### Problem to work on
Copy every line from the data below in which the string "Sottana" can be found.

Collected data
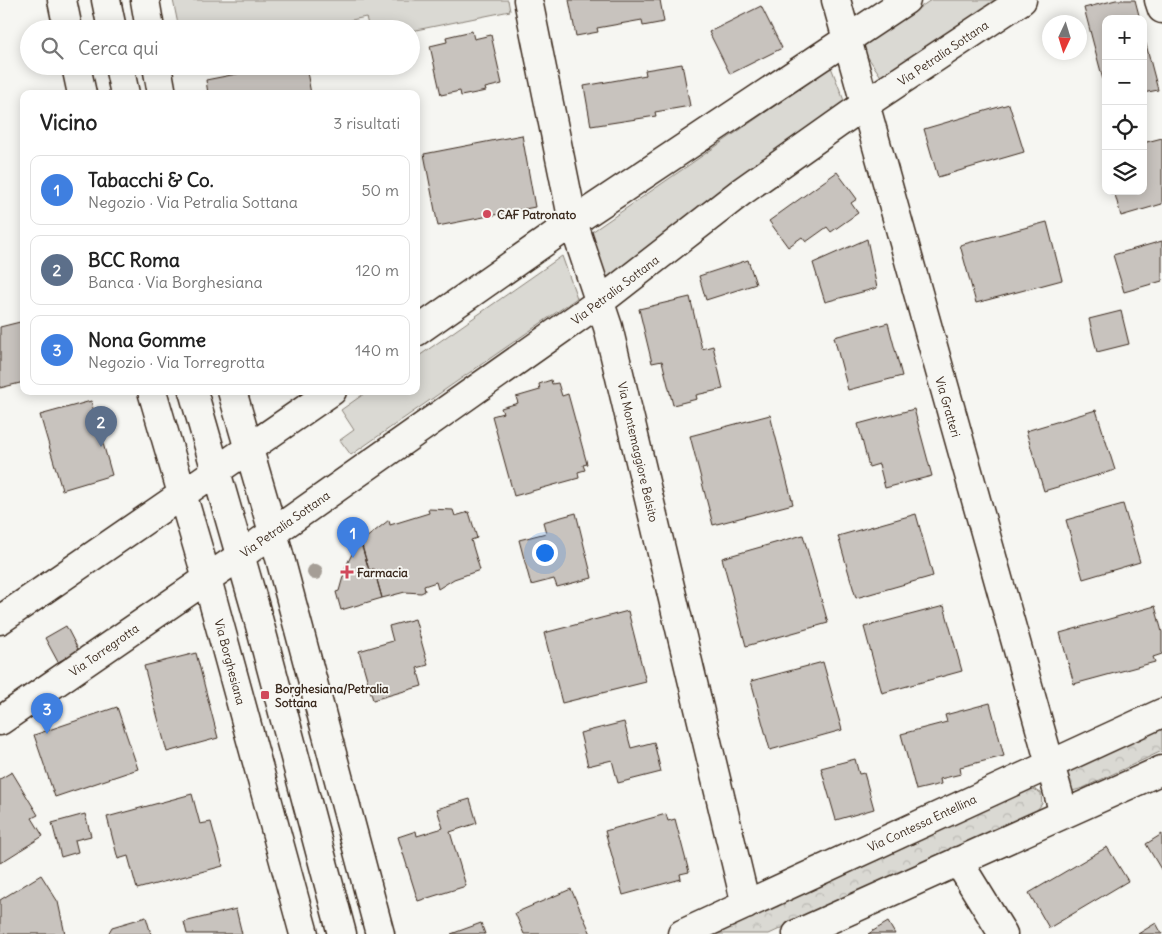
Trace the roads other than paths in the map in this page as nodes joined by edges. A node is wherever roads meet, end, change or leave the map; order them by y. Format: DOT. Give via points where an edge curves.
graph roads {
  1 [pos="62,0"];
  2 [pos="106,0"];
  3 [pos="145,0"];
  4 [pos="528,0"];
  5 [pos="836,0"];
  6 [pos="906,0"];
  7 [pos="1022,0"];
  8 [pos="1159,0"];
  9 [pos="1162,9"];
  10 [pos="66,20"];
  11 [pos="110,20"];
  12 [pos="148,20"];
  13 [pos="845,41"];
  14 [pos="78,75"];
  15 [pos="121,75"];
  16 [pos="159,75"];
  17 [pos="81,90"];
  18 [pos="124,90"];
  19 [pos="161,90"];
  20 [pos="864,105"];
  21 [pos="573,222"];
  22 [pos="601,302"];
  23 [pos="420,329"];
  24 [pos="153,395"];
  25 [pos="194,395"];
  26 [pos="233,395"];
  27 [pos="326,395"];
  28 [pos="249,450"];
  29 [pos="216,472"];
  30 [pos="182,496"];
  31 [pos="273,532"];
  32 [pos="240,556"];
  33 [pos="207,579"];
  34 [pos="0,620"];
  35 [pos="1162,713"];
  36 [pos="0,720"];
  37 [pos="1048,765"];
  38 [pos="1162,770"];
  39 [pos="1064,814"];
  40 [pos="958,861"];
  41 [pos="746,905"];
  42 [pos="304,934"];
  43 [pos="342,934"];
  44 [pos="380,934"];
  45 [pos="682,934"];
  46 [pos="797,934"];
  47 [pos="1003,934"];
  1 -- 10 [label="street"];
  2 -- 11 [label="street"];
  3 -- 12 [label="street"];
  4 -- 21 [label="street, Via Montemaggiore Belsito"];
  5 -- 13 [label="street, Via Gratteri"];
  6 -- 13 [label="street"];
  7 -- 20 [label="street, Via Petralia Sottana"];
  8 -- 9 [label="street"];
  13 -- 20 [label="street, Via Gratteri"];
  13 -- 21 [label="street"];
  14 -- 17 [label="street"];
  15 -- 18 [label="street"];
  16 -- 19 [label="street"];
  20 -- 22 [label="street, Via Petralia Sottana" via="741,192"];
  20 -- 37 [label="street, Via Gratteri"];
  21 -- 22 [label="street, Via Montemaggiore Belsito"];
  21 -- 23 [label="street"];
  22 -- 31 [label="street, Via Petralia Sottana"];
  22 -- 41 [label="street, Via Montemaggiore Belsito"];
  24 -- 30 [label="street, Via Borghesiana"];
  25 -- 29 [label="street"];
  26 -- 28 [label="street"];
  27 -- 28 [label="street"];
  28 -- 29 [label="street"];
  28 -- 31 [label="street"];
  29 -- 30 [label="street"];
  29 -- 32 [label="street"];
  30 -- 33 [label="street, Via Borghesiana"];
  30 -- 34 [label="street"];
  31 -- 32 [label="street, Via Petralia Sottana"];
  31 -- 44 [label="street"];
  32 -- 33 [label="street, Via Petralia Sottana"];
  32 -- 43 [label="street"];
  33 -- 36 [label="street, Via Torregrotta"];
  33 -- 42 [label="street, Via Borghesiana"];
  35 -- 37 [label="street, Via Contessa Entellina"];
  37 -- 39 [label="street, Via Gratteri"];
  37 -- 41 [label="street, Via Contessa Entellina"];
  38 -- 39 [label="street"];
  39 -- 40 [label="street"];
  40 -- 46 [label="street"];
  40 -- 47 [label="street"];
  41 -- 45 [label="street, Via Contessa Entellina"];
}
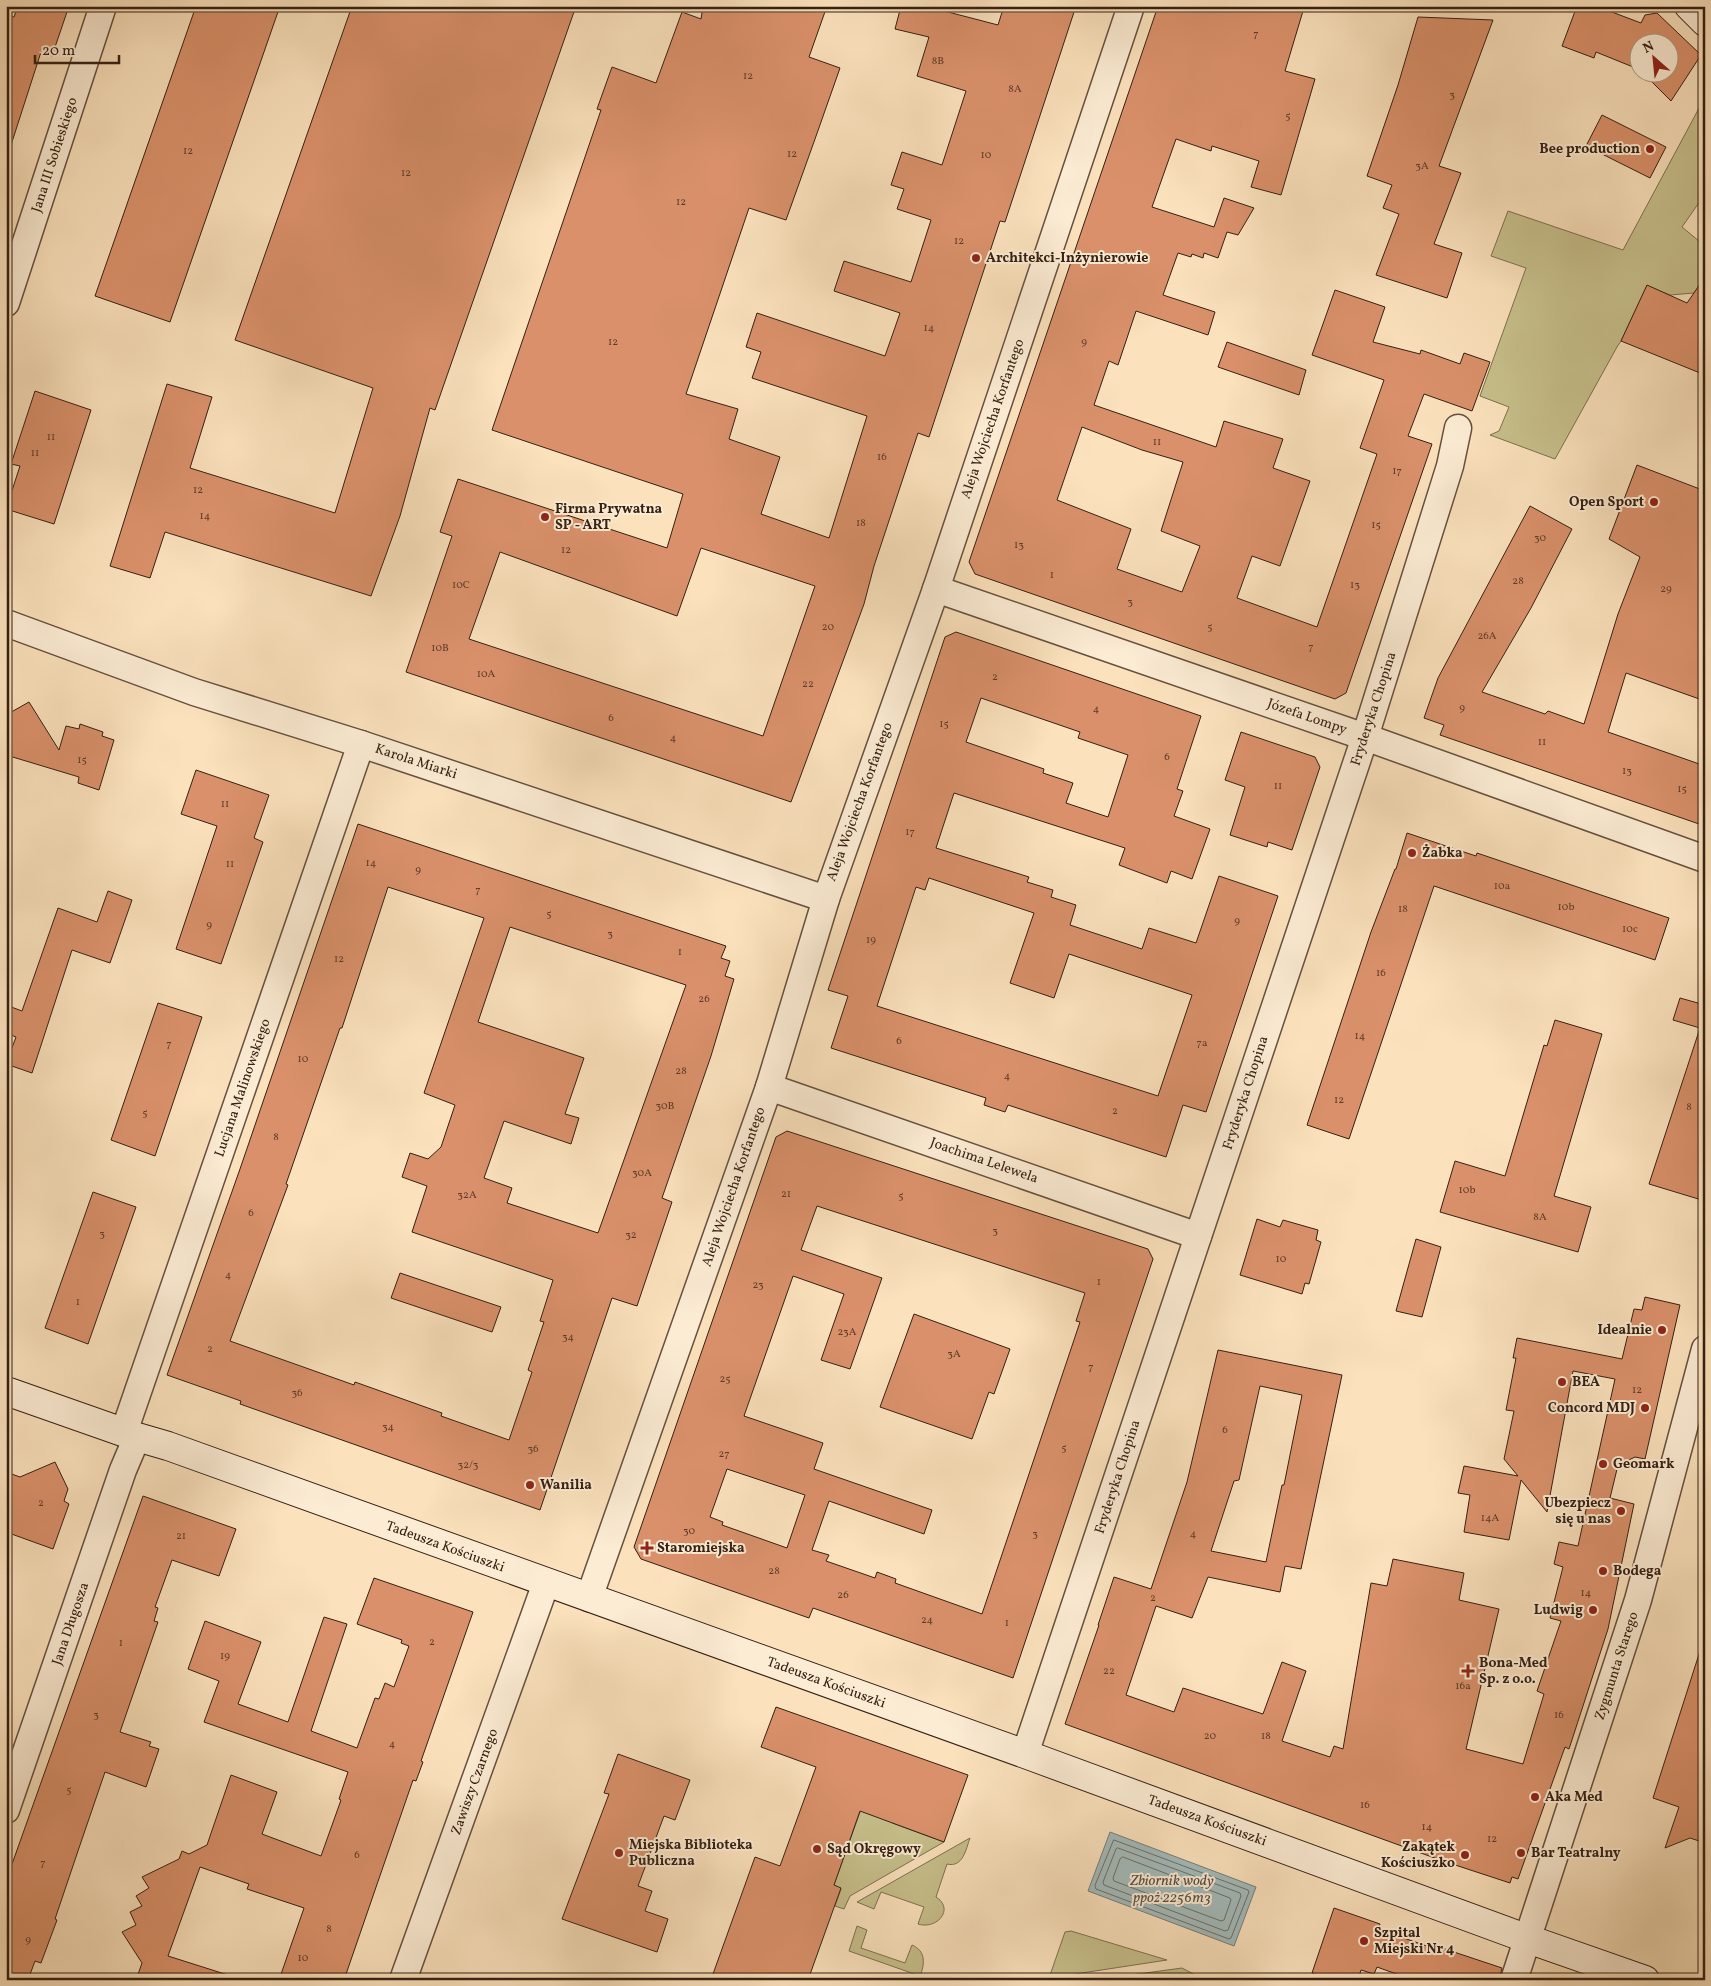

### Solved problem
  7 -- 20 [label="street, Via Petralia Sottana"];
  20 -- 22 [label="street, Via Petralia Sottana" via="741,192"];
  22 -- 31 [label="street, Via Petralia Sottana"];
  31 -- 32 [label="street, Via Petralia Sottana"];
  32 -- 33 [label="street, Via Petralia Sottana"];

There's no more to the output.